Ethnic Cleansing II

THIS is not the West's finest hour on the Balkans. Wednesday in Geneva Lord Owen reached a hallow agreement with Croatian President Franjo Tudjman and Yugoslav President Dobrica Cosic condemning ethnic cleansing and opening the door for a cease-fire. But the horror, pain, and brutality in Bosnia keep overwhelming efforts of Western leaders to treat atrocities as a minor irritant.

As diplomats met in Geneva, Serbs in Bosnia launched a new campaign of "ethnic cleansing." Some 200,000 terrified Muslims are being forced from villages they have lived in for 300 years.

The West is "looking into it." If so, will it see that along with shooting 950 civilians last week, Serbs besieging Sarajevo cut off water and power to the city? CIA and UN analysts estimate that 100,000 to 400,000 Bosnians will die of cold and hunger this winter. That is, unless the West wakes up and faces down this rebirth of barbarism with force.

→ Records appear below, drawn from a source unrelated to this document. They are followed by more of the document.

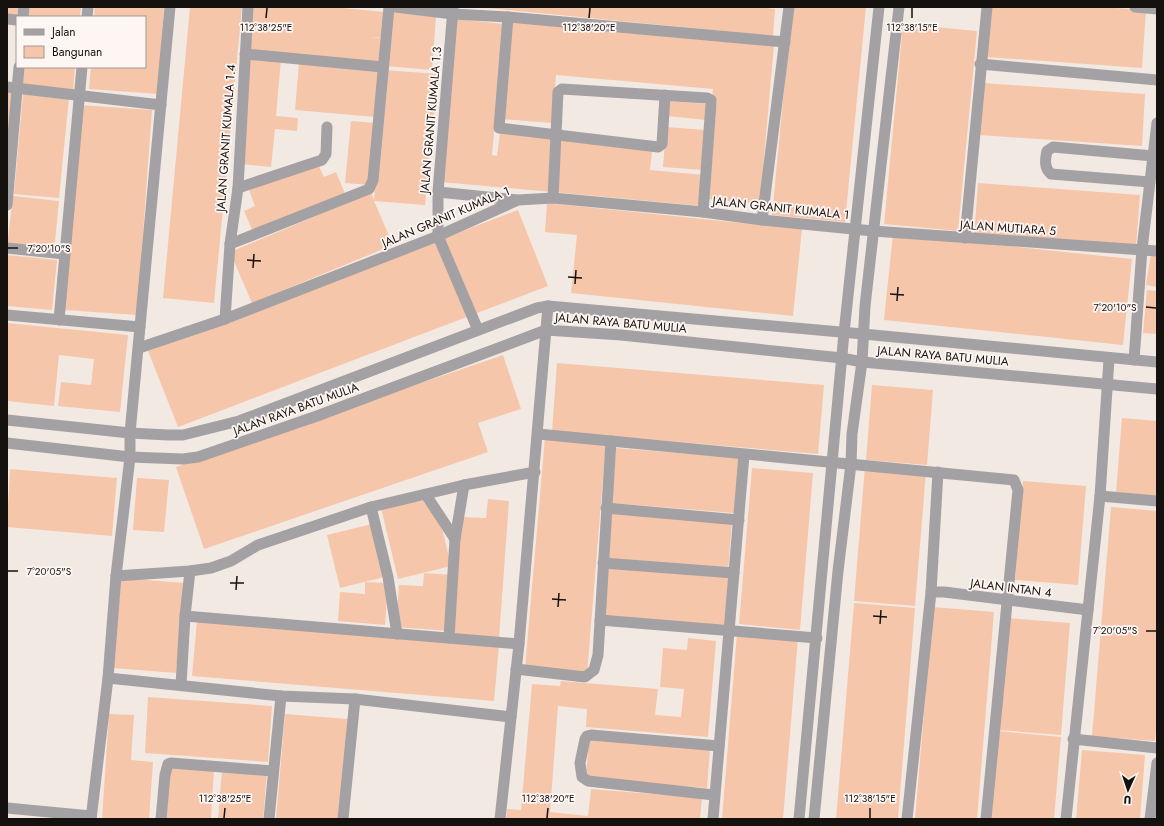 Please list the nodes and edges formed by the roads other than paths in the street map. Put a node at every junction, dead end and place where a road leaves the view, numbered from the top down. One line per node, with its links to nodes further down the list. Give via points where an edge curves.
1 (170, 7): 23 (street)
2 (248, 7): 14 (street, JALAN GRANIT KUMALA 1.4)
3 (389, 7): 16 (street)
4 (395, 7): 11 (street)
5 (789, 7): 13 (street)
6 (879, 7): 37 (street)
7 (900, 7): 38 (street)
8 (987, 7): 15 (street)
9 (1135, 7): 10 (street)
10 (1157, 9)
11 (453, 11): 12 (street); 31 (street, JALAN GRANIT KUMALA 1.3)
12 (508, 17): 13 (street); 26 (street, via 498,126)
13 (785, 42): 36 (street)
14 (245, 54): 16 (street); 30 (street, JALAN GRANIT KUMALA 1.4)
15 (980, 64): 19 (street); 40 (street)
16 (383, 67): 41 (street, via 373,180 370,189)
17 (20, 68): 20 (street)
18 (82, 68): 22 (street)
19 (1157, 80)
20 (12, 88): 22 (street); 27 (street)
21 (665, 95): 26 (street, via 562,89 558,92); 26 (street, via 662,144 658,148); 35 (street, via 711,100)
22 (79, 96): 23 (street); 45 (street)
23 (161, 105): 50 (street)
24 (1157, 123): 28 (street)
25 (327, 127): 30 (street, via 326,154 322,160)
26 (557, 136): 32 (street)
27 (10, 139): 34 (street)
28 (1153, 156): 29 (street); 29 (street, via 1053,147 1047,151 1045,161 1051,174)
29 (1150, 182): 43 (street)
30 (238, 188): 41 (street, JALAN GRANIT KUMALA 1.4)
31 (438, 192): 33 (street); 39 (street, JALAN GRANIT KUMALA 1.3)
32 (553, 198): 33 (street, JALAN GRANIT KUMALA 1); 35 (street, JALAN GRANIT KUMALA 1)
33 (518, 200): 39 (street, JALAN GRANIT KUMALA 1)
34 (7, 205)
35 (703, 212): 36 (street, JALAN GRANIT KUMALA 1)
36 (762, 220): 37 (street, JALAN GRANIT KUMALA 1)
37 (855, 230): 38 (street, JALAN GRANIT KUMALA 1); 53 (street)
38 (873, 231): 40 (street, JALAN MUTIARA 5); 54 (street)
39 (438, 236): 48 (street, JALAN GRANIT KUMALA 1); 51 (street)
40 (965, 238): 43 (street, JALAN MUTIARA 5)
41 (230, 244): 48 (street, JALAN GRANIT KUMALA 1.4)
42 (7, 248): 45 (street)
43 (1142, 249): 44 (street, JALAN MUTIARA 5); 58 (street)
44 (1157, 250)
45 (64, 254): 49 (street)
46 (548, 306): 51 (street); 52 (street); 53 (street)
47 (7, 315): 49 (street)
48 (225, 319): 55 (street, JALAN GRANIT KUMALA 1)
49 (59, 320): 50 (street)
50 (140, 327): 55 (street)
51 (478, 330): 64 (street, via 239,421 183,435)
52 (546, 330): 56 (street, JALAN RAYA BATU MULIA, via 621,334); 65 (street); 69 (street, JALAN RAYA BATU MULIA, via 317,416 198,457)
53 (844, 333): 54 (street); 56 (street)
54 (864, 334): 57 (street); 59 (street)
55 (139, 348): 64 (street)
56 (842, 358): 59 (street, JALAN RAYA BATU MULIA); 70 (street)
57 (1109, 359): 58 (street); 61 (street)
58 (1134, 360): 60 (street)
59 (862, 362): 61 (street, JALAN RAYA BATU MULIA, via 1023,375); 71 (street, via 852,434)
60 (1157, 362)
61 (1108, 385): 62 (street, JALAN RAYA BATU MULIA); 76 (street)
62 (1157, 389)
63 (7, 420): 64 (street)
64 (130, 433): 69 (street)
65 (538, 434): 66 (street); 72 (street)
66 (611, 441): 68 (street); 79 (street)
67 (7, 443): 69 (street, JALAN RAYA BATU MULIA)
68 (744, 455): 70 (street); 80 (street)
69 (130, 457): 85 (street)
70 (832, 462): 71 (street); 94 (street)
71 (851, 464): 73 (street); 116 (street)
72 (534, 472): 74 (street); 95 (street)
73 (938, 472): 86 (street); 87 (street, via 1011,479 1016,482 1018,490)
74 (464, 485): 75 (street); 81 (street)
75 (426, 495): 78 (street); 81 (street)
76 (1100, 496): 77 (street); 88 (street)
77 (1157, 500)
78 (371, 507): 83 (street, via 258,545 231,561 211,568); 92 (street, via 388,577)
79 (606, 508): 80 (street); 82 (street)
80 (739, 520): 84 (street)
81 (455, 539): 93 (street)
82 (602, 563): 84 (street); 90 (street)
83 (190, 571): 85 (street); 89 (street)
84 (734, 573): 91 (street)
85 (116, 576): 97 (street)
86 (932, 592): 87 (street, JALAN INTAN 4); 117 (street)
87 (1006, 601): 88 (street, JALAN INTAN 4); 118 (street)
88 (1088, 610): 102 (street)
89 (185, 616): 92 (street); 98 (street)
90 (600, 620): 91 (street); 96 (street, via 597,664 591,674 585,677)
91 (728, 631): 94 (street); 103 (street)
92 (397, 634): 93 (street)
93 (449, 638): 95 (street)
94 (817, 638): 115 (street)
95 (519, 644): 96 (street)
96 (516, 669): 101 (street)
97 (108, 678): 98 (street); 109 (street)
98 (181, 685): 99 (street)
99 (281, 696): 100 (street); 106 (street)
100 (355, 699): 101 (street); 112 (street)
101 (511, 718): 113 (street)
102 (1074, 739): 104 (street); 119 (street)
103 (719, 746): 107 (street); 107 (street, via 591,735 585,739 580,763 582,777 588,781)
104 (1157, 748)
105 (1157, 763): 120 (street)
106 (273, 771): 110 (street, via 168,764); 111 (street)
107 (714, 795): 114 (street)
108 (7, 808): 109 (street)
109 (91, 818)
110 (161, 819)
111 (268, 819)
112 (343, 819)
113 (500, 819)
114 (713, 819)
115 (799, 819)
116 (814, 819)
117 (907, 819)
118 (986, 819)
119 (1066, 819)
120 (1150, 819)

The West's mishandling of Yugoslavia is more tragically apparent every day. The US and the European Community have treated it simply as a crisis to be "managed." Only last week a top EC official stated: "We have dealt with Yugoslavia ... we have been able to contain the conflict."

This is not the story. The story is starvation, torture, rape, murder, genocide, families ripped apart in medieval sieges on cities that were liberal and prosperous. Nothing has been contained. Every blade of grass Serb President Slobodan Milosevic has wanted, he has taken. Kosovo is a potential massacre. Albania and Macedonia - even Greece and Turkey, NATO allies on opposite sides of the conflict - may be drawn in.

"Managing" Yugoslavia with short-term solutions isn't adequate to deeper dynamics of brutality. Recall last month's London Conference? All Serb promises are broken. Mr. Milosevic burns villages, lobs artillery, conducts air strikes, supplies arms and energy to Serb forces in Bosnia. Limited intervention - liberating concentration camps, a Bosnian no-fly zone, arms to non-Serbs - is needed. But the White House continues to suggest its only options are all-out war or nothing.

Some diplomats and Serbs put hope in Milan Panic, the blustery Serbian-American brought in as Yugoslav prime minister. Panic is Milosevic's only opposition. If the West undercuts the Serb dictator through Panic, fine. So far Panic has helped Milosevic by acting as a "legitimate" agent for peace. Panic holds media events for Western reporters, but Milosevic controls the Army, the police, the money, the media, the secret service. Panic is a straw to grasp at. The West should not lean on that frail reed whi le avoiding the hard questions in the Balkans.